Content starts

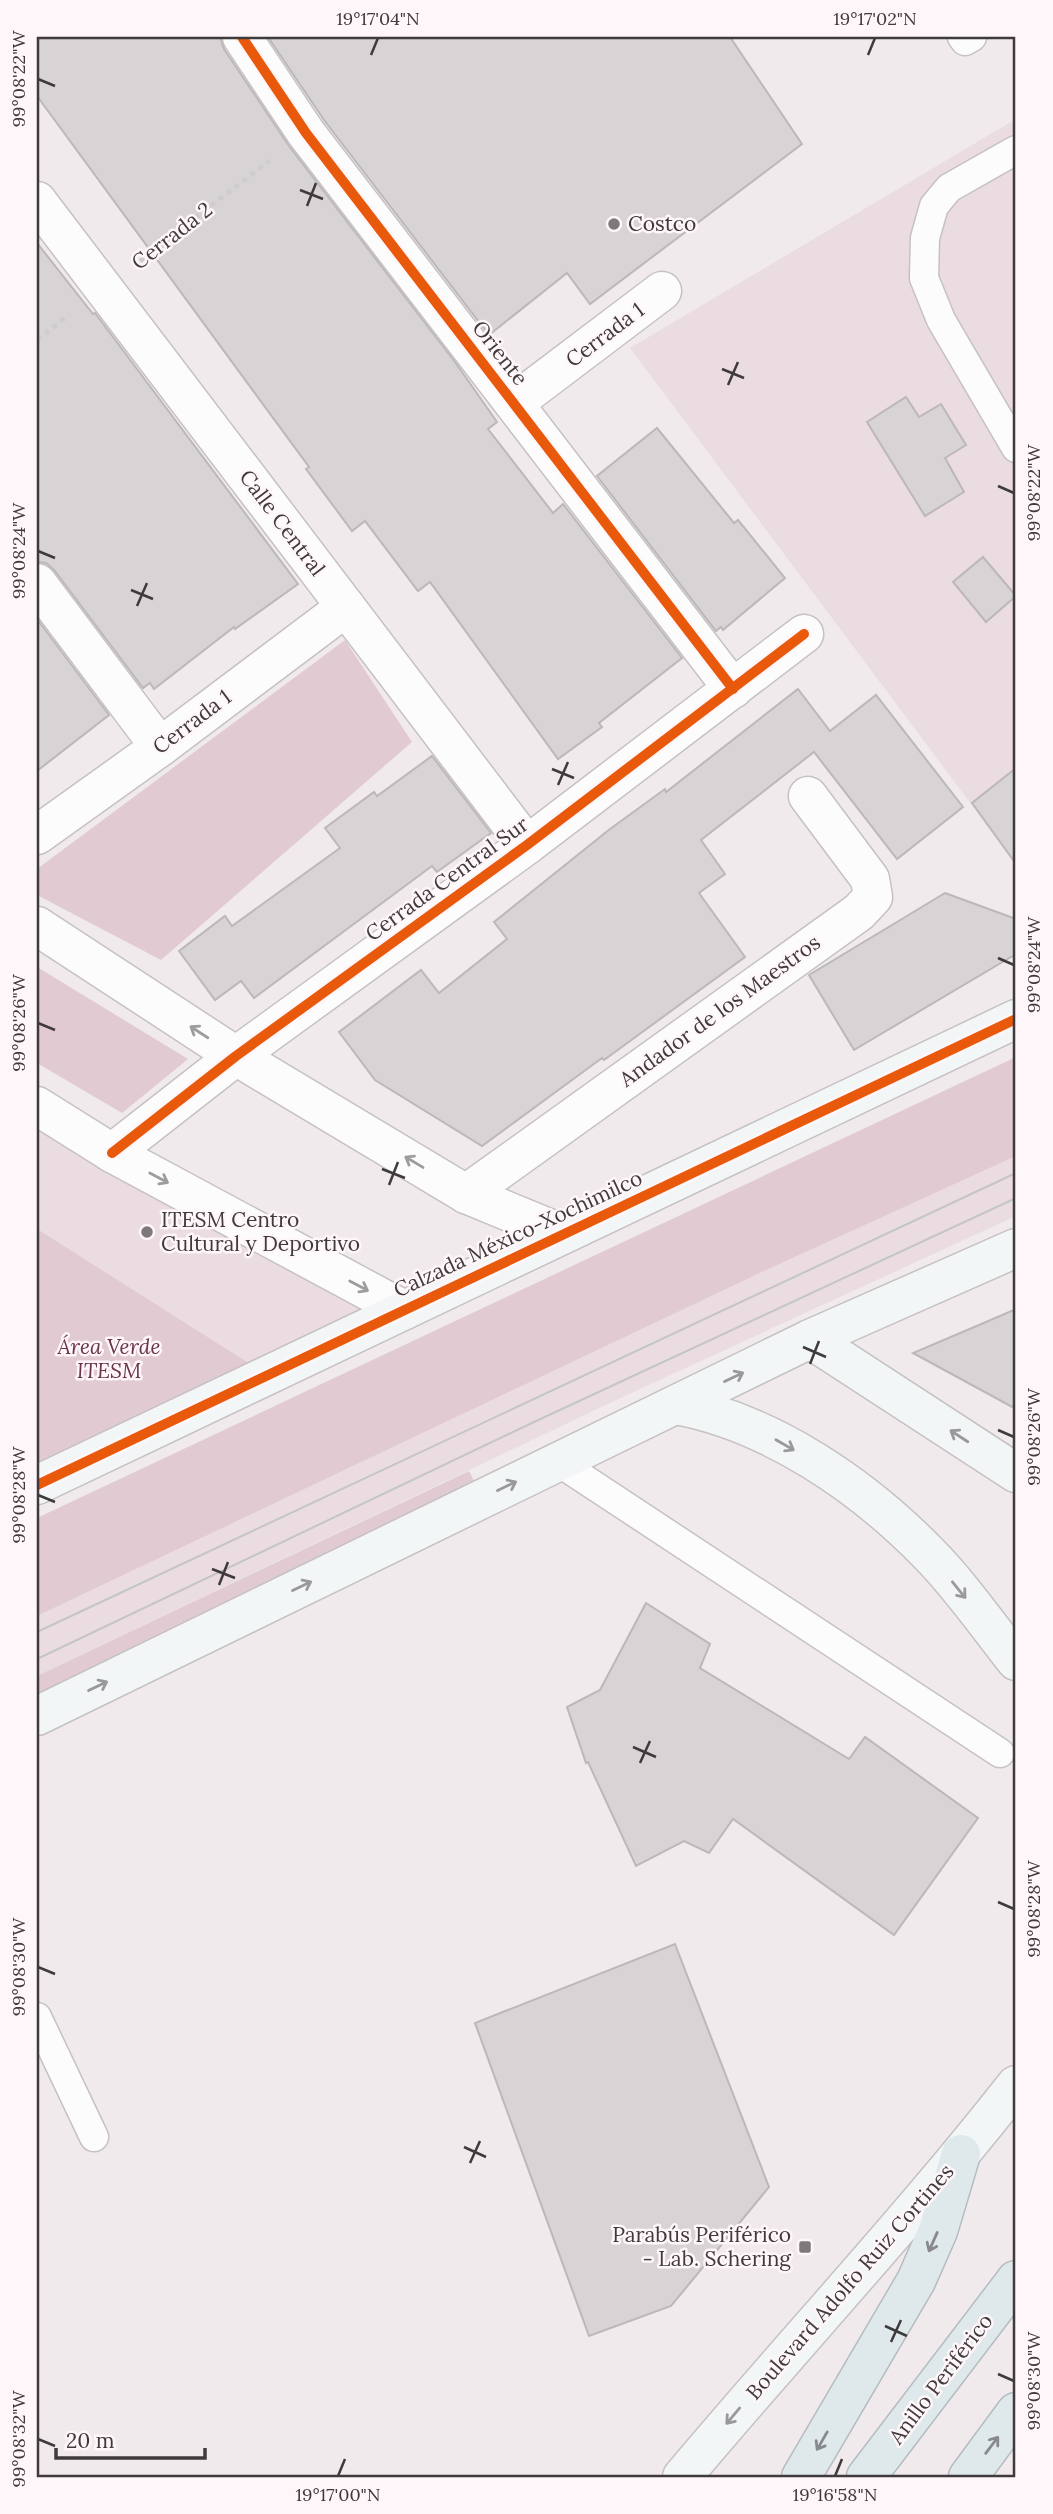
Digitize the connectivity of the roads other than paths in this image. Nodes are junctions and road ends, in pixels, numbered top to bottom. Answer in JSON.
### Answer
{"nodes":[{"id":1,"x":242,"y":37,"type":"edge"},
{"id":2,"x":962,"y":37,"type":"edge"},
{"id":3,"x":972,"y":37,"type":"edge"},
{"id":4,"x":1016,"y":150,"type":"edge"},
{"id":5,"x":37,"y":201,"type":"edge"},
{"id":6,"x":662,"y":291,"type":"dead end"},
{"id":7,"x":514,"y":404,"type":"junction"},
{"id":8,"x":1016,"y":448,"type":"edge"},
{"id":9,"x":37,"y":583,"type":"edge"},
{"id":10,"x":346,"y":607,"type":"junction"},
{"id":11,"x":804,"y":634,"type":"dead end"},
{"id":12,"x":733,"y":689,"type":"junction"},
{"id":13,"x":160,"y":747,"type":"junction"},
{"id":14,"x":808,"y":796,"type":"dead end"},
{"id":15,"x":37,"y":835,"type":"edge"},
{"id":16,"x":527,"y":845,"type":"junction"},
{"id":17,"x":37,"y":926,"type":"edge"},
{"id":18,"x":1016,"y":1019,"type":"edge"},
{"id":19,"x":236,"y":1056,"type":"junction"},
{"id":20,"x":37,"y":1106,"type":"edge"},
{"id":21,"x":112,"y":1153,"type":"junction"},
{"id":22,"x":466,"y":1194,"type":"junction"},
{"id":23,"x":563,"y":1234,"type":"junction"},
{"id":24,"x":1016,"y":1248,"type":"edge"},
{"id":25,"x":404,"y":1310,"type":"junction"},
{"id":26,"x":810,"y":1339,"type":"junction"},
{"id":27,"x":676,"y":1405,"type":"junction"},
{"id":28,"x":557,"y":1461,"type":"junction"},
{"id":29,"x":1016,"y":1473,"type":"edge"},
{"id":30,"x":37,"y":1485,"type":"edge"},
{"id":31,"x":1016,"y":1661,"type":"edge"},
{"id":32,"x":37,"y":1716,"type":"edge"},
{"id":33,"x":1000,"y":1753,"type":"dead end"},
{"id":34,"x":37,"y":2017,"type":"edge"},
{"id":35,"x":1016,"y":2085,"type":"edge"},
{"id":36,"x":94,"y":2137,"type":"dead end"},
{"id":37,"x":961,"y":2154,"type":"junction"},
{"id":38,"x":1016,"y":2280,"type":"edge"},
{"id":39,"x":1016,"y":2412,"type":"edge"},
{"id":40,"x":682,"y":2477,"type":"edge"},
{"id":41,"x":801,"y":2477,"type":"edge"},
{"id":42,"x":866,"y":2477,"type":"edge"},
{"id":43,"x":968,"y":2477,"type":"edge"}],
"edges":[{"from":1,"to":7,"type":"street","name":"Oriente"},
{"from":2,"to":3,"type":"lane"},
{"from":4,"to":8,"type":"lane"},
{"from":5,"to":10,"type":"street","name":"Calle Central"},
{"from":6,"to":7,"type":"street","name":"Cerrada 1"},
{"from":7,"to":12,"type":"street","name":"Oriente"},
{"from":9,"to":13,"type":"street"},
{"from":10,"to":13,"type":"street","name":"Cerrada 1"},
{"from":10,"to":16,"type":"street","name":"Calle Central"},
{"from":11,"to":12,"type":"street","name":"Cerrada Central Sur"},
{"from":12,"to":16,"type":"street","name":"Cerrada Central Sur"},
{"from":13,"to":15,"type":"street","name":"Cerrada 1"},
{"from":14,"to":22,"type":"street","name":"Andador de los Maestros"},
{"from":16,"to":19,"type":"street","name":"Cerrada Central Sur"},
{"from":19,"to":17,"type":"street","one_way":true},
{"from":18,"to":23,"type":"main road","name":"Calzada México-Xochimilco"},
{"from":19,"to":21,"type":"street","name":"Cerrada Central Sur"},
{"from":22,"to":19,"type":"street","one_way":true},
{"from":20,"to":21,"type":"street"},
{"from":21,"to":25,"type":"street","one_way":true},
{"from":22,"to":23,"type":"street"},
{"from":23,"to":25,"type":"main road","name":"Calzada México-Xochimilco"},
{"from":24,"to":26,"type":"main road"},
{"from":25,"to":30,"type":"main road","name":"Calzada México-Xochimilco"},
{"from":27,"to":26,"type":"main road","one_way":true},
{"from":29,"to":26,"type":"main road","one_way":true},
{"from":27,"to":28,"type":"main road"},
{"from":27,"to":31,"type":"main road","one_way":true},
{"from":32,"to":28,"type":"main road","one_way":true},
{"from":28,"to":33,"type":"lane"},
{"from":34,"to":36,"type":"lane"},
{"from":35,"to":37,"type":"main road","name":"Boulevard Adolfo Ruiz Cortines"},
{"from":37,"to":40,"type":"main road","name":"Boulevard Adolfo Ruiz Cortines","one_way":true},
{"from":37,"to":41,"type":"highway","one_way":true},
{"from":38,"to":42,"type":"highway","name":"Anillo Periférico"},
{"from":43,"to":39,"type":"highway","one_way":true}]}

Content ends

**Work instruction**: Only the number is needed: state how many lines in the listing contain "México".

**Your solution**: 3